Le débat est là : l’association historique entre capacité à manipuler un équipement lourd et compétence du chef opérateur a longtemps limité l’accès des femmes au métier. À l’heure où la production virtuelle et l’IA progressent rapidement et promettent une évolution du langage visuel et possiblement une avancée en matière d’égalité des genres dans le cinéma, la question de savoir si le « manuel d’utilisation de la caméra IMAX » n’est pas devenu un vestige d’un âge révolu mérite d’être sans cesse posée.


Kim Ji‑yeon — Pourquoi la scène avec Calypso ressort‑t‑elle autant ?

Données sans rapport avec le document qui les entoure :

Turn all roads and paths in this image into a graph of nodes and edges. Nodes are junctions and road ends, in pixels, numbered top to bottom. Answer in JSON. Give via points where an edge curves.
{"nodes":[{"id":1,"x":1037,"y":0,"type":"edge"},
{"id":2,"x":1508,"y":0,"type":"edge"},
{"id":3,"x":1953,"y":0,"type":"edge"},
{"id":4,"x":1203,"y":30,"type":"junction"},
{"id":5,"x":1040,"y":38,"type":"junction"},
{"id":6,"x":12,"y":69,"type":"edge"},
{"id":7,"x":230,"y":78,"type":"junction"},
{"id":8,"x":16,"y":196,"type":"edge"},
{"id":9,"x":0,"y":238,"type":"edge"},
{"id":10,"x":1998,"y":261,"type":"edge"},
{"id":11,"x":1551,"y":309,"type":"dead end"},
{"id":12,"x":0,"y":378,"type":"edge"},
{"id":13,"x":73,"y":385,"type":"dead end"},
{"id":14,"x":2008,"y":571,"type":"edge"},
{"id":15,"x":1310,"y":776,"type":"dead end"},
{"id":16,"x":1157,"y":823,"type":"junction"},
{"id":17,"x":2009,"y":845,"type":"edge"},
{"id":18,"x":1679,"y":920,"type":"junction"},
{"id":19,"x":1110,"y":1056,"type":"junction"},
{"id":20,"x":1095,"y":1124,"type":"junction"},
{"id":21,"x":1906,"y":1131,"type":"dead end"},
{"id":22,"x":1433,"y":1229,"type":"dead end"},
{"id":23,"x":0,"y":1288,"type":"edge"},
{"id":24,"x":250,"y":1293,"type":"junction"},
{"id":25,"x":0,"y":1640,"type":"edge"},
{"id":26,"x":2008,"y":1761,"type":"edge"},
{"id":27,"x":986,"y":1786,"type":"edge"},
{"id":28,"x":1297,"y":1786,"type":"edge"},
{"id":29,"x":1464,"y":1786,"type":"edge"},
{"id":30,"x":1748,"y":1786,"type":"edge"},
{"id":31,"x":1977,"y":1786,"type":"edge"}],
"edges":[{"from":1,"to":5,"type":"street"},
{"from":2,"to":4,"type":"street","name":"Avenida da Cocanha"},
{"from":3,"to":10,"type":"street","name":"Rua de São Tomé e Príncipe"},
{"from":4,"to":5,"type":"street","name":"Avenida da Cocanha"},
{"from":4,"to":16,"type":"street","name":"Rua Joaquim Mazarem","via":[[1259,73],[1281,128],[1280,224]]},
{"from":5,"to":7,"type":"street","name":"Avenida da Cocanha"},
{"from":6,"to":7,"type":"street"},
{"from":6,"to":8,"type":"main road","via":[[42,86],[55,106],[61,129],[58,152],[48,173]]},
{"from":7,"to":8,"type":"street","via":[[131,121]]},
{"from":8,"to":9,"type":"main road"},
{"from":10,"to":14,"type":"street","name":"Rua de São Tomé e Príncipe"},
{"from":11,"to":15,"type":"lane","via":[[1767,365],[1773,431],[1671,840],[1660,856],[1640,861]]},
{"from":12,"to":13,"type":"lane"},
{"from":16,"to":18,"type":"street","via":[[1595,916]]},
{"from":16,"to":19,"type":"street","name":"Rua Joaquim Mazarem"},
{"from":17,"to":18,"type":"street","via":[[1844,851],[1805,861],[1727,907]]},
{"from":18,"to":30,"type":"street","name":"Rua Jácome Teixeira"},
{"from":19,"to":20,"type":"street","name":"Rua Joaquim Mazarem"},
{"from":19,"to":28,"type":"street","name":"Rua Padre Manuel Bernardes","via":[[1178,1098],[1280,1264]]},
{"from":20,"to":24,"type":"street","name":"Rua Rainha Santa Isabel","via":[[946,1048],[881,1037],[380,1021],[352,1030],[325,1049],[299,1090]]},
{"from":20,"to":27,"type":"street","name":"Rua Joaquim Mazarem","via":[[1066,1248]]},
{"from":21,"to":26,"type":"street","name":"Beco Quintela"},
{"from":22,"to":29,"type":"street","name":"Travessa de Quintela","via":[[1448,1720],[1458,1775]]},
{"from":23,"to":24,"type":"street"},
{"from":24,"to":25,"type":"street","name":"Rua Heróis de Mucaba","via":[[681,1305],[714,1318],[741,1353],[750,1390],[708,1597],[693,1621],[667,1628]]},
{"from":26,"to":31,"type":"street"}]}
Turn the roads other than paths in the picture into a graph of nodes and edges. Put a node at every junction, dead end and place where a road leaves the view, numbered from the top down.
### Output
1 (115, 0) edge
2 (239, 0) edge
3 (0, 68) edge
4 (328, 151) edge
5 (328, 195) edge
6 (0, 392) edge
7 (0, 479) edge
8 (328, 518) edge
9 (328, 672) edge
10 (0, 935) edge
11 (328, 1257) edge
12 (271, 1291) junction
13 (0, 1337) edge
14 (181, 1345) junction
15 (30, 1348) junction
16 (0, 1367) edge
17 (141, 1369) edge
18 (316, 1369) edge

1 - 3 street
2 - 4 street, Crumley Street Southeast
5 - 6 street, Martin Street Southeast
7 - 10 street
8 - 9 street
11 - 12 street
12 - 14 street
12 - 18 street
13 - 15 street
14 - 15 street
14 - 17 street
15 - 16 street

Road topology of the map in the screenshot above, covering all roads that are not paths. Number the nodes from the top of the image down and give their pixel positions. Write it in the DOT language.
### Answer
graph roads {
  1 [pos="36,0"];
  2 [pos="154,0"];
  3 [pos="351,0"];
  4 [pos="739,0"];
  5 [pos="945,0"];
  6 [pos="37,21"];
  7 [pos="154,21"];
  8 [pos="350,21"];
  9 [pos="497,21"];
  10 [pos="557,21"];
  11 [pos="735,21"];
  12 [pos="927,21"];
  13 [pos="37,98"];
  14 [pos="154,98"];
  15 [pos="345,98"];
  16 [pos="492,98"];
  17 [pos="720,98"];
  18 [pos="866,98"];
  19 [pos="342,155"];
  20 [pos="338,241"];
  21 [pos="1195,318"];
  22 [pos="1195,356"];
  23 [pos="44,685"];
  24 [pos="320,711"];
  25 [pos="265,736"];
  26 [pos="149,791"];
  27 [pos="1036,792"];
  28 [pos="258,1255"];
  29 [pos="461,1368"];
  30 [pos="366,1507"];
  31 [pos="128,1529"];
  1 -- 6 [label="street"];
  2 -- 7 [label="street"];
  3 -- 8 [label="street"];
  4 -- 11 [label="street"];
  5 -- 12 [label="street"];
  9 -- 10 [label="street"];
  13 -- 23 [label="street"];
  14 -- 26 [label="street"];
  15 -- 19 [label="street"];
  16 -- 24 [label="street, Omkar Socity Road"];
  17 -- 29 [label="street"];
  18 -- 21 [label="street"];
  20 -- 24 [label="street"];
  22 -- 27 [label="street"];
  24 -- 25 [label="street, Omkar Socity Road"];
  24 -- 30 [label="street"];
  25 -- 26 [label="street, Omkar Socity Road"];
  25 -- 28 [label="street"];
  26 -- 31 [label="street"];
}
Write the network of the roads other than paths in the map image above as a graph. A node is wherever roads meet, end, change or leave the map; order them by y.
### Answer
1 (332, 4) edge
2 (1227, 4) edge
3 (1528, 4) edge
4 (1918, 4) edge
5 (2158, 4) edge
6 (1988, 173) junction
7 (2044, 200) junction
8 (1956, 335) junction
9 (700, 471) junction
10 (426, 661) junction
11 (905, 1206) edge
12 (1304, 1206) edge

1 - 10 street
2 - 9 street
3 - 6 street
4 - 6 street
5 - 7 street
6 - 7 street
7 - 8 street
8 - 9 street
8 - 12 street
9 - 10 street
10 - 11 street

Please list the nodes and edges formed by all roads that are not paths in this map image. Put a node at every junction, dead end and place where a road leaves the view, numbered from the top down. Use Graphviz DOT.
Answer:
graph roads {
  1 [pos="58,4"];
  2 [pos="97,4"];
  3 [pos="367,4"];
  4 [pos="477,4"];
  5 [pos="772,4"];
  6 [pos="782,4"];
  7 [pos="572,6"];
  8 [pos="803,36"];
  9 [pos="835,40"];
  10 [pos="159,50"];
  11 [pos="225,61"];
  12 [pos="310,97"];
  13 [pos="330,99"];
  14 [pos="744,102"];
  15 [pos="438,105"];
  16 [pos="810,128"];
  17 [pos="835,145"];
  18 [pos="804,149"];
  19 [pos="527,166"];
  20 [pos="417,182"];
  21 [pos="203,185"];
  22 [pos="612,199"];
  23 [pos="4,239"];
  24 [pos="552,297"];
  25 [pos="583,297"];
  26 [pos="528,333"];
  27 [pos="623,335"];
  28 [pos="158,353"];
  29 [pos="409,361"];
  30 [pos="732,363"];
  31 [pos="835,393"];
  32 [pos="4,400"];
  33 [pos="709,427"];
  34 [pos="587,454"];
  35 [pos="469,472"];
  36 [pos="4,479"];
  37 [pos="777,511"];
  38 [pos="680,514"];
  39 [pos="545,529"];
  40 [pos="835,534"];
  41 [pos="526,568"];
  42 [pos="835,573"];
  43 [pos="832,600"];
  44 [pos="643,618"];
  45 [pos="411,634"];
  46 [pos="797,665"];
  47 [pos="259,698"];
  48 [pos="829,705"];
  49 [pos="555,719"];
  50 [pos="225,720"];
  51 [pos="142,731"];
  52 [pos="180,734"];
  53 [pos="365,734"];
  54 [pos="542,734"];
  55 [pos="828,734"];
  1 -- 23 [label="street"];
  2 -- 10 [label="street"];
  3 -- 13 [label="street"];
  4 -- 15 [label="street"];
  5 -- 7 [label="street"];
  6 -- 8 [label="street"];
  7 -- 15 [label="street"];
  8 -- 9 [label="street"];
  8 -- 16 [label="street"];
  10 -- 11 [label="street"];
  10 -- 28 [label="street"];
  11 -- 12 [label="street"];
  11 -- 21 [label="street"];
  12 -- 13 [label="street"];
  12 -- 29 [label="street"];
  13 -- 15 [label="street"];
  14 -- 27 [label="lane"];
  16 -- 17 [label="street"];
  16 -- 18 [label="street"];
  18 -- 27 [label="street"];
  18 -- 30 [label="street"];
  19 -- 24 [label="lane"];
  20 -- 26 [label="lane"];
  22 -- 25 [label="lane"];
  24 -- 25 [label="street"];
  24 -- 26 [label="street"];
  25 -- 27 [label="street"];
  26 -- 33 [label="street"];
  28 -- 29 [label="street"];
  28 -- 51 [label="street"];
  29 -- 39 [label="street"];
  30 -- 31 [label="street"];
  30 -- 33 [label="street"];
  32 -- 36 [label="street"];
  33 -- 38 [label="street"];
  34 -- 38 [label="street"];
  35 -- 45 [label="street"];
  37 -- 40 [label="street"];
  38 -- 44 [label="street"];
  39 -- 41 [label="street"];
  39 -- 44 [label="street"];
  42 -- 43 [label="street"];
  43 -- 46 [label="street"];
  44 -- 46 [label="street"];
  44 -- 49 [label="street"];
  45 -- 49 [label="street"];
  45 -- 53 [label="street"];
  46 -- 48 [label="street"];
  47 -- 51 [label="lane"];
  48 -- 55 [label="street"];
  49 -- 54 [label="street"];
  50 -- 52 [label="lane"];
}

On plaisante souvent en disant que, pendant les près de trois heures de 〈Odyssée〉, si l’on doit forcément aller aux toilettes, nombreux sont ceux qui citent précisément la scène où apparaît Calypso (Charlize Theron) comme le moment à choisir. Sans doute parce que rater la conversation entre Calypso et Ulysse (Matt Damon) ne nuit pas particulièrement à la compréhension globale du film ni à la réception émotionnelle de celui‑ci. Certains estiment que la scène de l’île de Calypso tranche parce qu’elle est statique, lissée et traitée de manière très moderne, contrairement au reste du film.

Il est possible que cette « étrangeté » soit volontaire de la part de Nolan, mais la raison pour laquelle la scène avec Calypso semble si dissonante pour le public tient surtout au fait qu’elle fonctionne principalement comme un dispositif au service de la « structure non linéaire » chère à Nolan. Dans 〈Odyssée〉, Ulysse séjourne sur l’île de Calypso, Ogygia, et le film progresse tandis qu’il recompose, morceau par morceau, ses souvenirs perdus.

Calypso dans 〈Odyssée〉
Calypso dans 〈Odyssée〉

Cette séquence, qui fonctionne comme une « fenêtre de remémoration », est essentiellement perçue comme un procédé narratif au service de la structure non linéaire de Nolan. Il est donc logique que le personnage de Calypso paraisse flottant. Dans le texte originel, Calypso entretient une relation amoureuse avec Ulysse et le retient sur l’île en lui offrant la vie immortelle. Le film, lui, reconfigure Ulysse comme un « homme fidèle » ne regardant que Pénélope (Anne Hathaway) et réduit Calypso à un rôle aplati : une amante secrète au tendre chagrin, ou même une sorte de conseillère psychologique passive qui écoute les aveux d’Ulysse. De ce fait, l’idée qu’un personnage qui a retenu Ulysse pendant sept ans doive, par un élan de pitié, cesser d’offrir les lotus et le laisser partir, manque de plausibilité pour expliquer une telle évolution psychologique.